Elle assure ne pas être impliquée dans la recherche de son successeur. Celle-ci a été confiée à Phillips Oppenheim, un cabinet de chasseur de tête spécialisé dans le secteur à but non-lucratif. Marie-Monique Steckel sera vraisemblablement remplacée par une femme. La décision finale sera prise par le conseil d’administration du FIAF. En attendant, les entretiens sont en cours. « Il n’est pas évident que le processus soit bouclé avant le gala, indique MMS. Rien ne presse. Je suis encore là jusqu’à la fin décembre. »
Du FIAF, elle ne repartira qu’avec deux cartons – « il faut être léger dans la vie ». Elle les remplit déjà de photos, de textes de vieux discours et de souvenirs de ses anciens postes. « Leveuse de fonds » hors pair, elle repart aussi avec un énorme carnet d’adresses et des expériences qui l’aideront à préparer son coup d’après. Car celle qui déteste le mot « retraite” et n’a pas l’intention de « regarder les marguerites éclore ».

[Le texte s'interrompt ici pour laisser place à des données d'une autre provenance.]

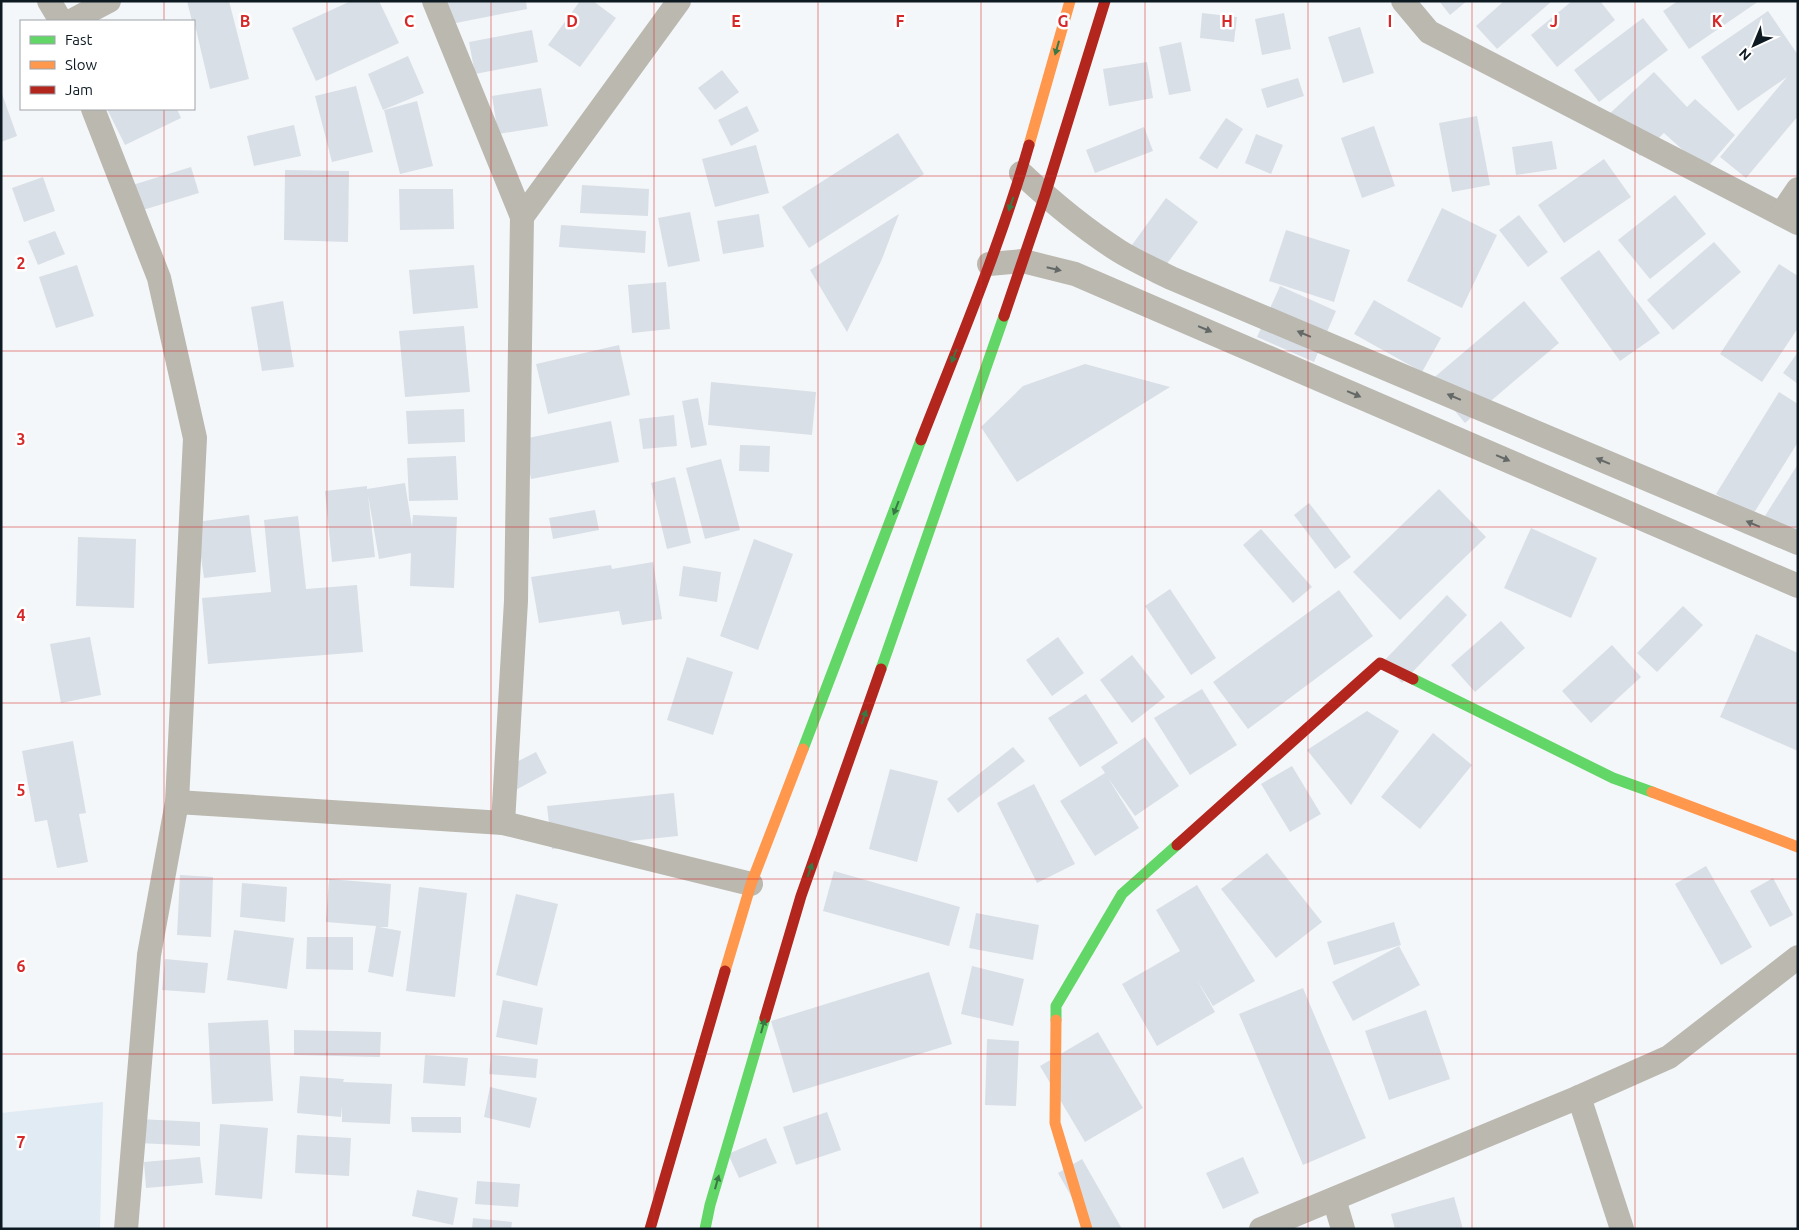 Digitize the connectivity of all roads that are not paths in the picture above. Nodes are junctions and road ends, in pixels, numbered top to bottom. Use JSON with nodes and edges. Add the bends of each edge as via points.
{"nodes":[{"id":1,"x":49,"y":1,"type":"edge"},
{"id":2,"x":108,"y":1,"type":"edge"},
{"id":3,"x":434,"y":1,"type":"edge"},
{"id":4,"x":678,"y":1,"type":"edge"},
{"id":5,"x":1070,"y":1,"type":"edge"},
{"id":6,"x":1105,"y":1,"type":"edge"},
{"id":7,"x":1404,"y":1,"type":"edge"},
{"id":8,"x":60,"y":20,"type":"edge"},
{"id":9,"x":72,"y":20,"type":"edge"},
{"id":10,"x":93,"y":110,"type":"edge"},
{"id":11,"x":1021,"y":173,"type":"junction"},
{"id":12,"x":1798,"y":189,"type":"edge"},
{"id":13,"x":1045,"y":195,"type":"junction"},
{"id":14,"x":522,"y":217,"type":"junction"},
{"id":15,"x":1789,"y":219,"type":"edge"},
{"id":16,"x":1023,"y":262,"type":"junction"},
{"id":17,"x":989,"y":264,"type":"junction"},
{"id":18,"x":1798,"y":543,"type":"edge"},
{"id":19,"x":1798,"y":586,"type":"edge"},
{"id":20,"x":177,"y":802,"type":"junction"},
{"id":21,"x":504,"y":823,"type":"junction"},
{"id":22,"x":1798,"y":847,"type":"edge"},
{"id":23,"x":751,"y":884,"type":"junction"},
{"id":24,"x":1798,"y":957,"type":"edge"},
{"id":25,"x":1579,"y":1097,"type":"junction"},
{"id":26,"x":1334,"y":1199,"type":"junction"},
{"id":27,"x":126,"y":1229,"type":"edge"},
{"id":28,"x":650,"y":1229,"type":"edge"},
{"id":29,"x":705,"y":1229,"type":"edge"},
{"id":30,"x":1087,"y":1229,"type":"edge"},
{"id":31,"x":1261,"y":1229,"type":"edge"},
{"id":32,"x":1343,"y":1229,"type":"edge"},
{"id":33,"x":1622,"y":1229,"type":"edge"}],
"edges":[{"from":1,"to":8,"type":"street"},
{"from":2,"to":9,"type":"street"},
{"from":3,"to":14,"type":"street"},
{"from":4,"to":14,"type":"street"},
{"from":5,"to":11,"type":"street","one_way":true},
{"from":6,"to":13,"type":"street"},
{"from":7,"to":15,"type":"street","via":[[1429,32]]},
{"from":10,"to":20,"type":"street","via":[[159,278],[195,438]]},
{"from":11,"to":13,"type":"street"},
{"from":11,"to":17,"type":"street","one_way":true},
{"from":12,"to":15,"type":"street"},
{"from":13,"to":16,"type":"street"},
{"from":18,"to":13,"type":"street","one_way":true,"via":[[1170,278],[1120,252]]},
{"from":14,"to":21,"type":"street","via":[[516,601]]},
{"from":16,"to":17,"type":"street"},
{"from":16,"to":19,"type":"street","one_way":true,"via":[[1083,277]]},
{"from":29,"to":16,"type":"street","one_way":true,"via":[[801,896]]},
{"from":17,"to":23,"type":"street","one_way":true},
{"from":20,"to":21,"type":"street"},
{"from":20,"to":27,"type":"street","via":[[149,955]]},
{"from":21,"to":23,"type":"street"},
{"from":22,"to":30,"type":"street","via":[[1613,778],[1380,663],[1122,894],[1056,1006],[1055,1123]]},
{"from":23,"to":28,"type":"street"},
{"from":24,"to":25,"type":"street","via":[[1669,1057]]},
{"from":25,"to":26,"type":"street"},
{"from":25,"to":33,"type":"street"},
{"from":26,"to":31,"type":"street"},
{"from":26,"to":32,"type":"street"}]}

Son objectif : se lancer dans des « aventures à impact social » entre la France et les États-Unis et servir de modèle pour les femmes qui veulent rester actives. « Nous nous battons comme des lionnes pour réussir nos carrières et, après, on plie la tente. Ce n’est pas ce que je veux faire. Je veux continuer à explorer le monde des idées, le monde social et montrer qu’il n’y a pas d’âge pour les braves ».